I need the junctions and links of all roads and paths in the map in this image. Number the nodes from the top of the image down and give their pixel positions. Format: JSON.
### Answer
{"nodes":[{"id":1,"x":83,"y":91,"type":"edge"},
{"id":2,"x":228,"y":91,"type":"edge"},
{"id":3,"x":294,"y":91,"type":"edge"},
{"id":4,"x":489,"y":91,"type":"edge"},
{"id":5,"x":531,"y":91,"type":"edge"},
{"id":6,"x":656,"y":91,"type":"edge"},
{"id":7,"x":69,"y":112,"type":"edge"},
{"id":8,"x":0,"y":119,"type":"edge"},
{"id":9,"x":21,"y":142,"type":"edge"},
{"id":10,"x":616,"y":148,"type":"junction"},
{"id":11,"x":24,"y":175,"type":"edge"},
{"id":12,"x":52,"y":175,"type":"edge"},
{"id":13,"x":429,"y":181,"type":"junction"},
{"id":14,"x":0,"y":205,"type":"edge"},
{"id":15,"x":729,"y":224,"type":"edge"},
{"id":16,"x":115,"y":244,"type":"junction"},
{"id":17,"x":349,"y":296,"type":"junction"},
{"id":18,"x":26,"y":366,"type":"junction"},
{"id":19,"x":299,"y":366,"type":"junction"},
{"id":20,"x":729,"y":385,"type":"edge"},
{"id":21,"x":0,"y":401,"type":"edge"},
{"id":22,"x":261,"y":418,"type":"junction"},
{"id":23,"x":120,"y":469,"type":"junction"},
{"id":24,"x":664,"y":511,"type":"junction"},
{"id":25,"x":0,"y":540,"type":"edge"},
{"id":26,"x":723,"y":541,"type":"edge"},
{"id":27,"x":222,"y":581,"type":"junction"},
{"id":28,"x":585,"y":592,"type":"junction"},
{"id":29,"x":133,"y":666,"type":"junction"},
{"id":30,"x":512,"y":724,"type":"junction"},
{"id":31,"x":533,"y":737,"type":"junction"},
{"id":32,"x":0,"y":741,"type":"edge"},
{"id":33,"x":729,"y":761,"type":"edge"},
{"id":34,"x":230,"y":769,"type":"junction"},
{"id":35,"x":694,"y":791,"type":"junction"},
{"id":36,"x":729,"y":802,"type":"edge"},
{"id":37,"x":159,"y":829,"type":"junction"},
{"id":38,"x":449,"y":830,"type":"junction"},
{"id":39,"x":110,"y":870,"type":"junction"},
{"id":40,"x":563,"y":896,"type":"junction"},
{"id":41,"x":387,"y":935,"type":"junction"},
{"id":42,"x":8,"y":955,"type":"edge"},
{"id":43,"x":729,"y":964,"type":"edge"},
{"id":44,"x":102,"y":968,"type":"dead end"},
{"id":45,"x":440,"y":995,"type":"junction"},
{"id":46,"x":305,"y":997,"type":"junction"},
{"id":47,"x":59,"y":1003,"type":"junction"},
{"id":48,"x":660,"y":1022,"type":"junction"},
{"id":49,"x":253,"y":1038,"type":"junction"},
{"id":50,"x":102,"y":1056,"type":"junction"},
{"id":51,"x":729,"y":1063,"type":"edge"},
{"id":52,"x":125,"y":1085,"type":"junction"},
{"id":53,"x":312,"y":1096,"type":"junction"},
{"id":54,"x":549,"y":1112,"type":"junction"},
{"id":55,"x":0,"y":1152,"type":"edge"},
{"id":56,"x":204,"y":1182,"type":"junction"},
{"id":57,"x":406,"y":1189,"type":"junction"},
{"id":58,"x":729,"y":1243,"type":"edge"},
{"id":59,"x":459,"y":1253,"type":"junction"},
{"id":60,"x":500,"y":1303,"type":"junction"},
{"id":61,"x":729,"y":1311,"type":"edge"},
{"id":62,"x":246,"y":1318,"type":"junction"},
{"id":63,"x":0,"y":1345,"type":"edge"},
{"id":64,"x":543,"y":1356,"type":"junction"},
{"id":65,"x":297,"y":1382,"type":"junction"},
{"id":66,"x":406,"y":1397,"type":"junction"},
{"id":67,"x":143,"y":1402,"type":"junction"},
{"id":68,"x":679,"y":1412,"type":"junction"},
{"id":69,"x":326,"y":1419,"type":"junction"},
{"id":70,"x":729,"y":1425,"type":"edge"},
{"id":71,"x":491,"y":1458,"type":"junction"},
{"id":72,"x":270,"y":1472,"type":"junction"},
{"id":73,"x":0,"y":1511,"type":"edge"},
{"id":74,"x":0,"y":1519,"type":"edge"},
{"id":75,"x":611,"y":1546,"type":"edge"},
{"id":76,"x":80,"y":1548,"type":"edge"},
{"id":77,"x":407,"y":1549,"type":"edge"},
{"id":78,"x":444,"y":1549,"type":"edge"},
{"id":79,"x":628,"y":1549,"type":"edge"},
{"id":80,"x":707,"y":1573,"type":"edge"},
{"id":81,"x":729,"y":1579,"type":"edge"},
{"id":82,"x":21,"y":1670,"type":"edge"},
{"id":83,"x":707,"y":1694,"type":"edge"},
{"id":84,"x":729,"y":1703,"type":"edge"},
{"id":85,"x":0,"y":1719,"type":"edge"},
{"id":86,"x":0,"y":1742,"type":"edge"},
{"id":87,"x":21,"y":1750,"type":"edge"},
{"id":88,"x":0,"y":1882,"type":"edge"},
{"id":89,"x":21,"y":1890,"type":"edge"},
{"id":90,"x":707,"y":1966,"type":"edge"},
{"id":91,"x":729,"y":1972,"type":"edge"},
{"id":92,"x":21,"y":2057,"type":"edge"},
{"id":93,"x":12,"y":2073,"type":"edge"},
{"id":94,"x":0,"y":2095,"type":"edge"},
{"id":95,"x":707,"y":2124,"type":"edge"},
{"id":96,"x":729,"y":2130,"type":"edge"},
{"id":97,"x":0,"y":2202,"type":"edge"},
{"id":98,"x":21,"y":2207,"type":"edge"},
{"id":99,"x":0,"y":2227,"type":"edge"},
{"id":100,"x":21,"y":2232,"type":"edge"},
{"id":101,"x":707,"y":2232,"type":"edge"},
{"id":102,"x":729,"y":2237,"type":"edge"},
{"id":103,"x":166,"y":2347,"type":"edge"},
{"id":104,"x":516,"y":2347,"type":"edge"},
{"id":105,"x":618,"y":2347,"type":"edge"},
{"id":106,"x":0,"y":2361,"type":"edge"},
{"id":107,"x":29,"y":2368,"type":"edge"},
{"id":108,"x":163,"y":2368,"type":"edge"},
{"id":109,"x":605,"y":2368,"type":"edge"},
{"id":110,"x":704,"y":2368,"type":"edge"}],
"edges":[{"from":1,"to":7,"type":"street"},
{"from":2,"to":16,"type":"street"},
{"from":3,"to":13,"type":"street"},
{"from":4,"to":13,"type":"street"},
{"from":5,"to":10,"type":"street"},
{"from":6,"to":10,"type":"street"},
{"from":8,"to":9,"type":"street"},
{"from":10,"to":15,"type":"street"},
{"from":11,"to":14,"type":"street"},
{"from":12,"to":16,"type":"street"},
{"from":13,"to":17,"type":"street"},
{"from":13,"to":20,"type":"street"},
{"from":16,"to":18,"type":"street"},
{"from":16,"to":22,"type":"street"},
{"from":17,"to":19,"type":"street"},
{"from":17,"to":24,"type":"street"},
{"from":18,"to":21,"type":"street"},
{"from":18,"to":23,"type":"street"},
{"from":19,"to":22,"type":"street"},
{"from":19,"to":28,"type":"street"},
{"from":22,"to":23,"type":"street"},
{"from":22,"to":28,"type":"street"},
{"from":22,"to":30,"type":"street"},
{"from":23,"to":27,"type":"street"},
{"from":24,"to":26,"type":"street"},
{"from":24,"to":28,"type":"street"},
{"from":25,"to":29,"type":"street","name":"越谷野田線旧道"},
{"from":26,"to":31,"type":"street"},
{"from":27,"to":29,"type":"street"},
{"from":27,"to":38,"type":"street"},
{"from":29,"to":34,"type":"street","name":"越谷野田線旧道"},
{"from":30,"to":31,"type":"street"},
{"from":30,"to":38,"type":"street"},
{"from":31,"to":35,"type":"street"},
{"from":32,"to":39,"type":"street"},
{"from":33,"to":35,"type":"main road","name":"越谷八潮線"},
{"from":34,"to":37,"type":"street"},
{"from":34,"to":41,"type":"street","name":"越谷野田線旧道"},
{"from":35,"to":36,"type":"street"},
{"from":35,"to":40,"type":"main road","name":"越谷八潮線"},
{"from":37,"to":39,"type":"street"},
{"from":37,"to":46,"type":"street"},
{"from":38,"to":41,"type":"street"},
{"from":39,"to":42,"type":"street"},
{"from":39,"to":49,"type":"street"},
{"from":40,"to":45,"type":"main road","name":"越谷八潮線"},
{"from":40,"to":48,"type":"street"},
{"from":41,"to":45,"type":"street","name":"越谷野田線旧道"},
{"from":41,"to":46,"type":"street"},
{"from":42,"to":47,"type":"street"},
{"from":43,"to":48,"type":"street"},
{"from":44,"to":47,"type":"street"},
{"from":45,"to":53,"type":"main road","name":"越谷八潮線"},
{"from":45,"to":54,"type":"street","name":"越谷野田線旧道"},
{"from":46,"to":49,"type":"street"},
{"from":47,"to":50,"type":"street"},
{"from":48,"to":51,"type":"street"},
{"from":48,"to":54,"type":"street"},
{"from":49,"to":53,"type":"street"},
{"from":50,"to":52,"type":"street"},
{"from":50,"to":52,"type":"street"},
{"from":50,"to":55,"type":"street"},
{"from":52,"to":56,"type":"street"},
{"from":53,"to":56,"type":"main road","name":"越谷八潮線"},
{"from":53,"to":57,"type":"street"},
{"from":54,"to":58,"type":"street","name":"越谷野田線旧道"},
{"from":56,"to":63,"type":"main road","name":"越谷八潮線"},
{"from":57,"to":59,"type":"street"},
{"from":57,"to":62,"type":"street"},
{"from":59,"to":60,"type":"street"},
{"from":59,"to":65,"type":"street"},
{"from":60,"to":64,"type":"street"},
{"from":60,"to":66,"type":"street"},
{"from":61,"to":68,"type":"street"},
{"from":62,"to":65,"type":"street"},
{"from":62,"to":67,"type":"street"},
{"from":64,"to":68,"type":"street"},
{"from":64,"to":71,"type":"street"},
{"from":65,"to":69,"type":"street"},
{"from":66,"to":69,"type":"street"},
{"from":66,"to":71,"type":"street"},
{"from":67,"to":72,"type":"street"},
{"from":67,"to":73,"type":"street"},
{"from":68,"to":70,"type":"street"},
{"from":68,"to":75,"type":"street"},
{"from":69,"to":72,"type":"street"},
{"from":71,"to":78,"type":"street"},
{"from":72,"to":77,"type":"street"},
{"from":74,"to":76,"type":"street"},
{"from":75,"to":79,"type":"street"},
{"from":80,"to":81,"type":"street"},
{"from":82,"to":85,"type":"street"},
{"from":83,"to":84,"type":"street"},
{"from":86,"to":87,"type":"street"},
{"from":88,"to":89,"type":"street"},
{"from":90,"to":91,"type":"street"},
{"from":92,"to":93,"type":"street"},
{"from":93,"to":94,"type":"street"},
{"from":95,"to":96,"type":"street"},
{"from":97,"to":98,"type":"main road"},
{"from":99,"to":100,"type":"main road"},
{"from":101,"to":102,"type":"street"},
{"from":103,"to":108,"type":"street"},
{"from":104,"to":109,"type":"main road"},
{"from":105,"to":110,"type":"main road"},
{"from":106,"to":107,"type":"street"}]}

EXERCISE DETAILS:
The word "name" appears in some lines above. Return every one of those lines.

RESULT FOR THIS TASK:
{"from":25,"to":29,"type":"street","name":"越谷野田線旧道"},
{"from":29,"to":34,"type":"street","name":"越谷野田線旧道"},
{"from":33,"to":35,"type":"main road","name":"越谷八潮線"},
{"from":34,"to":41,"type":"street","name":"越谷野田線旧道"},
{"from":35,"to":40,"type":"main road","name":"越谷八潮線"},
{"from":40,"to":45,"type":"main road","name":"越谷八潮線"},
{"from":41,"to":45,"type":"street","name":"越谷野田線旧道"},
{"from":45,"to":53,"type":"main road","name":"越谷八潮線"},
{"from":45,"to":54,"type":"street","name":"越谷野田線旧道"},
{"from":53,"to":56,"type":"main road","name":"越谷八潮線"},
{"from":54,"to":58,"type":"street","name":"越谷野田線旧道"},
{"from":56,"to":63,"type":"main road","name":"越谷八潮線"},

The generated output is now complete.